Sunday, November 27, 2011

Sound Salvation

Since we're in a linking mood -- and that's really all we have energy for at the moment -- let's all give our attention to two related articles from different sources.

Chronologically, Slate came out first, swinging for rock & roll radio with a piece by Christine Pawlak. Hers is a first-person account of life as a radio DJ during what most culture-watchers perceive as the sunset on the empire of FM rock radio.

Two days later, the AV Club's Jason Heller wondered in print as to why classic-rock stations are suddenly including 1990s rock in their rotation. When Smashing Pumpkins rub up against Creedence Clearwater Revival, strange things are afoot.

Friday, November 25, 2011

8mm, 16mm, 35mm, Go!

"All the things I am attracted to are just about to disappear."

Tacita Dean said that in an interview published in the Oct 31 issue of The New Yorker this year. She's an artist who works primarily with 16mm film and recently expanded into 35mm for "FILM", an exhibition at the Tate.

We've never seen any of Dean's work firsthand, but The New Yorker interview compelled us to read more about her. [Read an excerpt here -- ed.]  And should the opportunity arise, we'll be there to watch whatever she's filmed.

Here's a YouTube film about her Tate installation, narrated by the artist.

Mr. Roberts Has Something to Say

Journalist Kevan Roberts has a new job writing about music, and we presume, other things for The Huffington Post.

Because The Typing Monkey was fortunate enough to have worked alongside Mr. Roberts for several years, we are super-pumped to have the opportunity to read his work again. We reserve the right to wonder how often he swore while composing his innaugural Huffington Post column, a fond recollection of grunge.

More please.

Thursday, November 24, 2011

Oh Hey, the Blog

... riiight.

On Friday Nov 4 Typing Monkey Int'l, the gloabal syndicate that owns Typing Monkey Industries, which in turn has among its holdings The Typing Monkey, decided to "enact cutbacks."

That's rich white guy code that translates roughly to "Odin's Beard! It's midway through the second quarter of our fiscal year and we're bleeding money. Let's fire employees and sell off anything that's not turning a profit."

To his credit, our publisher, S.L. Kreighton booked time with the TMI board of directors to make his case for preserving The Typing Monkey. There were PowerPoint decks, spreadsheets with pivot-tables, a reminder that we're the only TMI entitiy that requires our mailroom staff to become Six Sigma black belts.
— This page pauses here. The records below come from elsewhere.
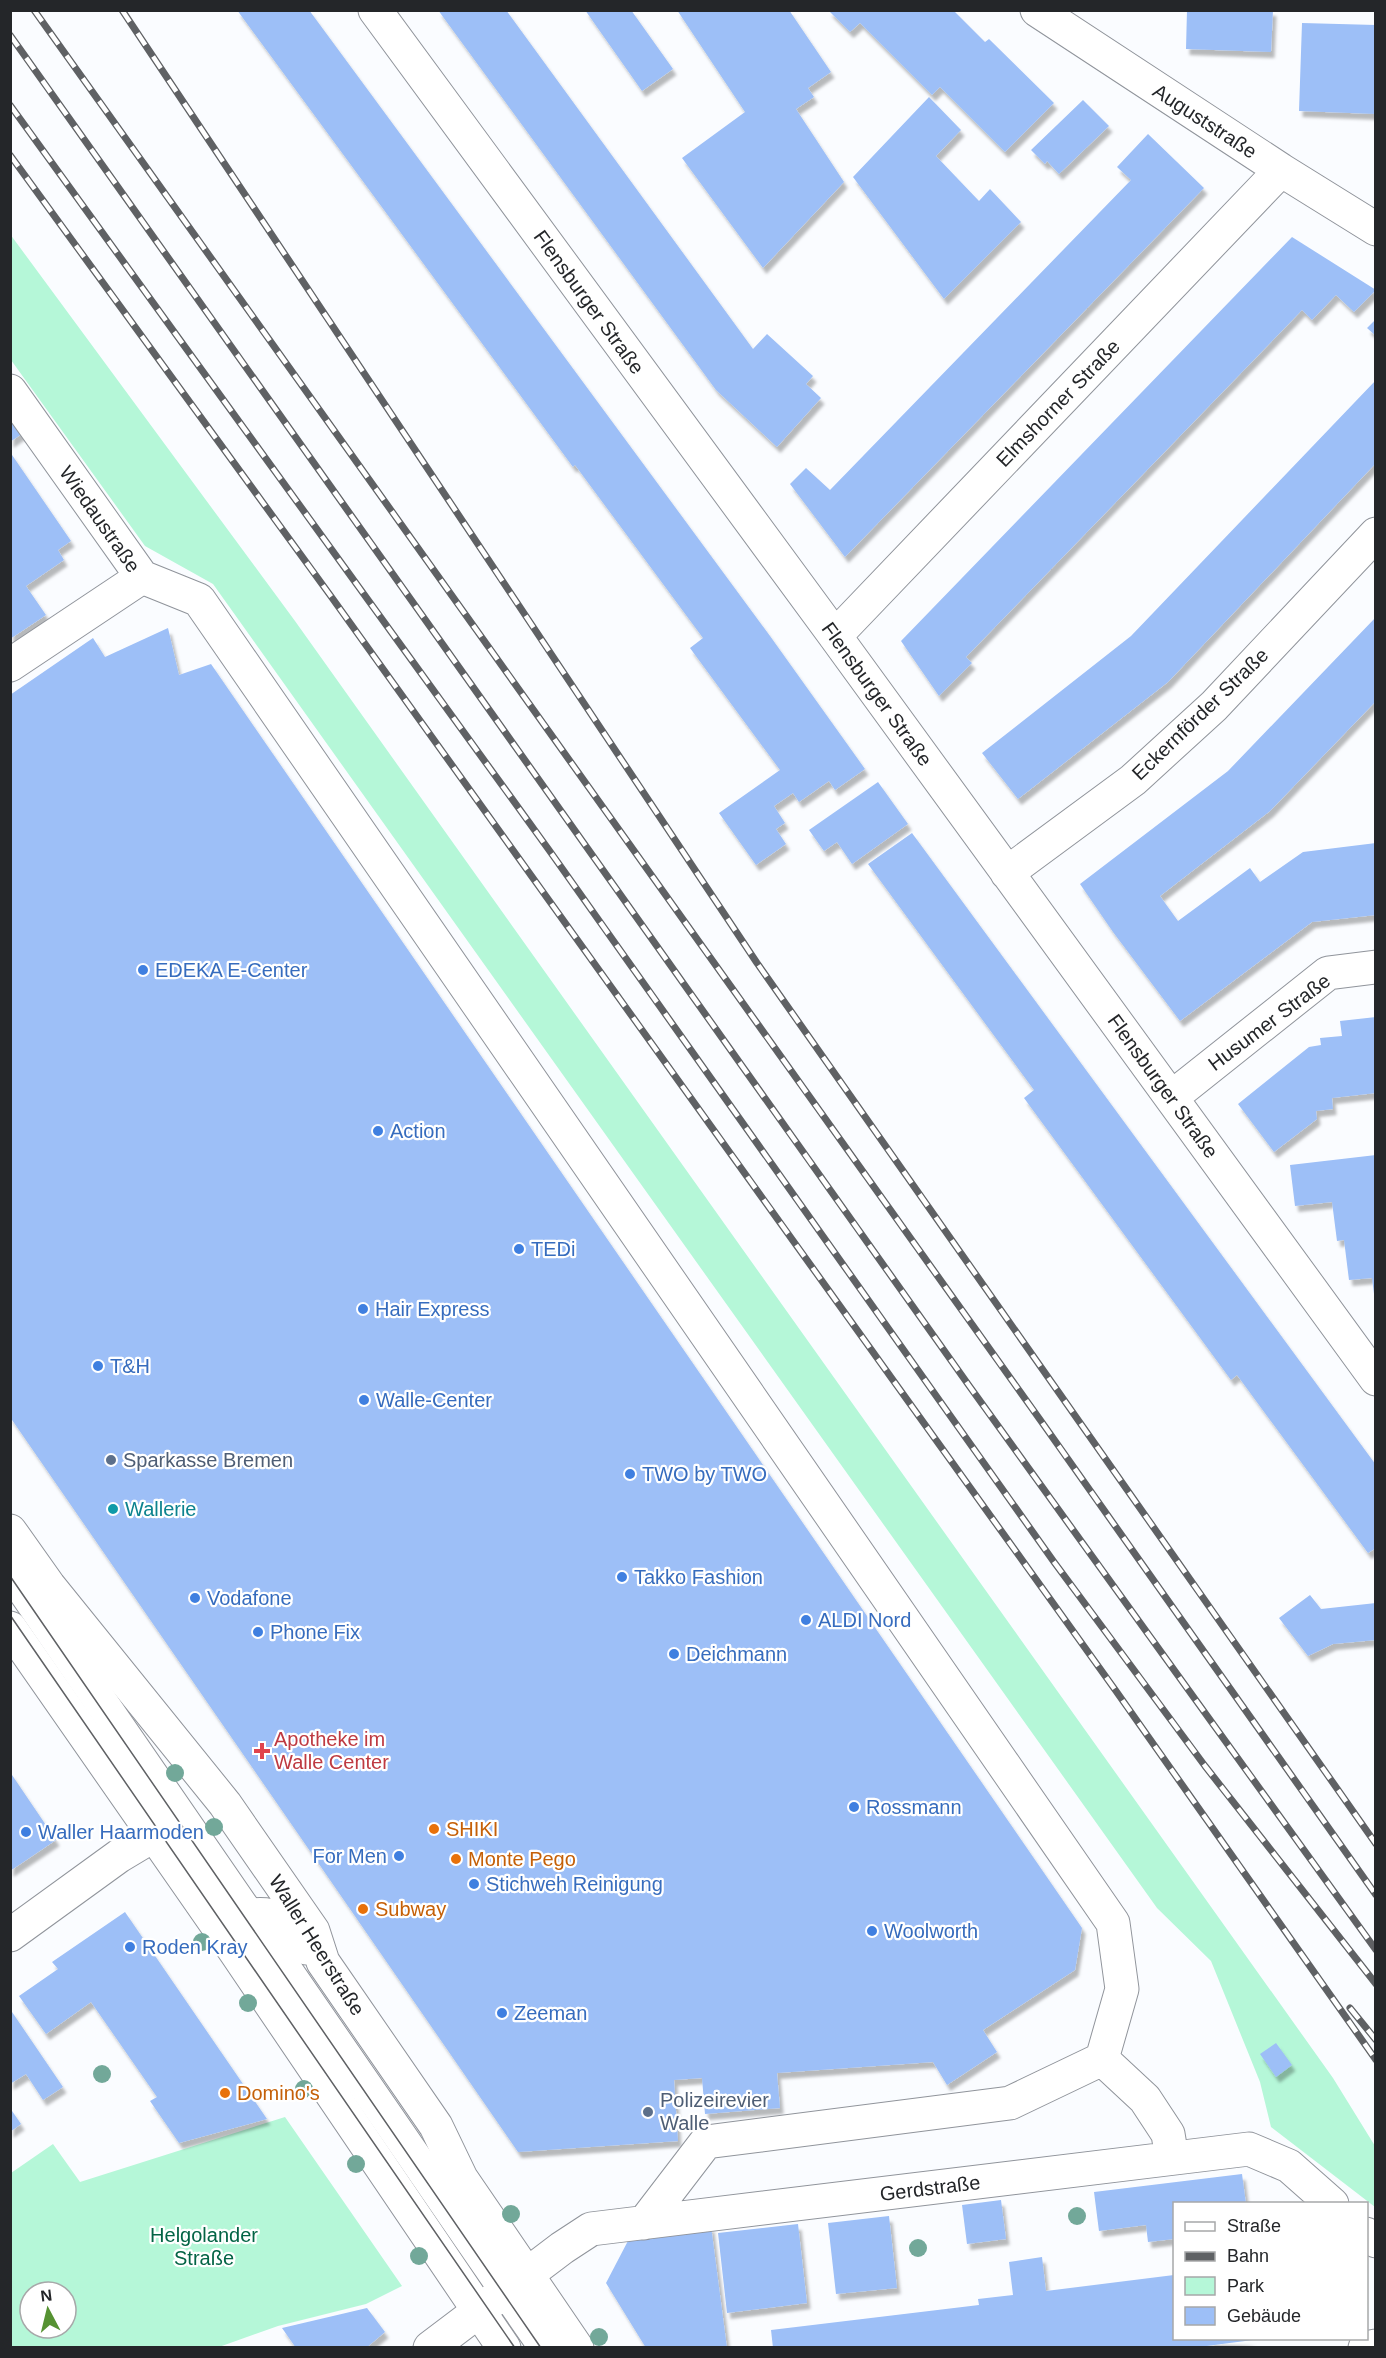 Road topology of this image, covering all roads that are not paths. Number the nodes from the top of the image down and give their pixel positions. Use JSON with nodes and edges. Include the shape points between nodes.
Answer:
{"nodes":[{"id":1,"x":375,"y":10,"type":"edge"},
{"id":2,"x":1037,"y":10,"type":"edge"},
{"id":3,"x":1281,"y":171,"type":"junction"},
{"id":4,"x":1376,"y":229,"type":"edge"},
{"id":5,"x":10,"y":391,"type":"edge"},
{"id":6,"x":1376,"y":534,"type":"edge"},
{"id":7,"x":142,"y":577,"type":"junction"},
{"id":8,"x":835,"y":636,"type":"junction"},
{"id":9,"x":10,"y":664,"type":"edge"},
{"id":10,"x":1007,"y":873,"type":"junction"},
{"id":11,"x":1376,"y":967,"type":"edge"},
{"id":12,"x":1172,"y":1097,"type":"junction"},
{"id":13,"x":1376,"y":1378,"type":"edge"},
{"id":14,"x":10,"y":1531,"type":"edge"},
{"id":15,"x":10,"y":1570,"type":"edge"},
{"id":16,"x":10,"y":1628,"type":"edge"},
{"id":17,"x":154,"y":1835,"type":"junction"},
{"id":18,"x":249,"y":1916,"type":"junction"},
{"id":19,"x":10,"y":1935,"type":"edge"},
{"id":20,"x":235,"y":1951,"type":"junction"},
{"id":21,"x":323,"y":1962,"type":"junction"},
{"id":22,"x":1102,"y":2059,"type":"junction"},
{"id":23,"x":1172,"y":2158,"type":"junction"},
{"id":24,"x":1330,"y":2202,"type":"edge"},
{"id":25,"x":644,"y":2223,"type":"junction"},
{"id":26,"x":517,"y":2282,"type":"junction"},
{"id":27,"x":478,"y":2310,"type":"junction"},
{"id":28,"x":1376,"y":2346,"type":"edge"},
{"id":29,"x":430,"y":2348,"type":"edge"},
{"id":30,"x":504,"y":2348,"type":"edge"},
{"id":31,"x":546,"y":2348,"type":"edge"},
{"id":32,"x":577,"y":2348,"type":"edge"},
{"id":33,"x":1365,"y":2348,"type":"edge"}],
"edges":[{"from":1,"to":8,"type":"street","name":"Flensburger Straße"},
{"from":2,"to":3,"type":"street","name":"Auguststraße"},
{"from":3,"to":4,"type":"street","name":"Auguststraße"},
{"from":3,"to":8,"type":"street","name":"Elmshorner Straße"},
{"from":5,"to":7,"type":"street","name":"Wiedaustraße"},
{"from":6,"to":10,"type":"street","name":"Eckernförder Straße","via":[[1214,705],[1132,780]]},
{"from":7,"to":9,"type":"street","name":"Wiedaustraße"},
{"from":7,"to":22,"type":"street","via":[[199,600],[1113,1923],[1122,1989]]},
{"from":8,"to":10,"type":"street","name":"Flensburger Straße"},
{"from":10,"to":12,"type":"street","name":"Flensburger Straße"},
{"from":11,"to":12,"type":"street","name":"Husumer Straße","via":[[1328,973]]},
{"from":12,"to":13,"type":"street","name":"Flensburger Straße"},
{"from":14,"to":21,"type":"street","name":"Waller Heerstraße","via":[[49,1586],[225,1804],[313,1932]]},
{"from":15,"to":18,"type":"street"},
{"from":16,"to":17,"type":"street"},
{"from":17,"to":19,"type":"street"},
{"from":17,"to":20,"type":"street"},
{"from":18,"to":20,"type":"street","via":[[232,1938]]},
{"from":18,"to":21,"type":"street","via":[[268,1914],[282,1920],[297,1941]]},
{"from":18,"to":26,"type":"street"},
{"from":20,"to":27,"type":"street"},
{"from":21,"to":26,"type":"street","name":"Waller Heerstraße","via":[[436,2126]]},
{"from":22,"to":23,"type":"street","via":[[1145,2099],[1168,2134]]},
{"from":22,"to":25,"type":"street","via":[[1010,2103],[706,2142]]},
{"from":23,"to":24,"type":"street","name":"Gerdstraße","via":[[1249,2149],[1289,2166]]},
{"from":23,"to":25,"type":"street","name":"Gerdstraße"},
{"from":25,"to":26,"type":"street","name":"Gerdstraße","via":[[591,2229]]},
{"from":26,"to":27,"type":"street","name":"Gerdstraße"},
{"from":26,"to":31,"type":"street"},
{"from":26,"to":32,"type":"street","name":"Waller Heerstraße"},
{"from":27,"to":29,"type":"street"},
{"from":27,"to":30,"type":"street"},
{"from":28,"to":33,"type":"street"}]}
We lost the helicopter -- the helipad on the roof of our Seattle office has been turned into a community p-patch which sounds eco friendly and responsible but is nothing more than a tax write-off wrapped in good PR. There were layoffs and most of the editorial staff has been bumped to freelance status so TMI can avoid paying for benefits.

We no longer enjoy free Bumble Bars in the snackateria, coffee is now 15 cents a cup and the company-subsidized Classic Cinema and Cognac Club has been disbanded.

Kreighton convinced TMI to keep him on under the title "advising editor" and we retained a small support staff and our intern Eileen.

We apologize for the break in publication and will soon be back to providing you with our usual amount of pop-culture navel gazing, links to the best content on the Web, and pictures such as this one:

It's a poster by artist Albert Gantner, crafted in 1910 to protest the ban on Absinthe in Switzerland. A Christian zealot has stabbed the Green Fairy in the heart and stands victorious over her corpse. Please note that the jaundiced murderer is male and clothed in repressive garb resembling that of the Puritan.

Traditionally artists depict the Green Fairy as an etheral woman recalling the Greek muses, or sometimes with wings like a sprite. She is the mascot of the alcoholic drink, embodying the purported hallucination-inducing properties of Absinthe.

Gantner retains her green-toned flesh here but she is not a transluscent apparition. She is nude save for stockings and shoes of the sort we imagine may have been worn by Victorian courtesans. But that's pure speculation on our part.

The order-craving male has slain the chaos-welcoming female, austerity has triumphed over a good time, the buzz has literally been killed. We are funny monkeys.

Wednesday, November 2, 2011

Robyn's in the Kitchen

Hey. It's November already. What have you done?

We've wrapped up another Halloween Frenzy and not a single Ghost Dot consumed. The Typing Monkey is disappointed in Tootsie Roll Industries' lack of enthusiasm for Halloween this year. If you'd like to send them a formal complaint or just beg, like Gerald Levert, for another chance at Ghost Dots, please do. We have.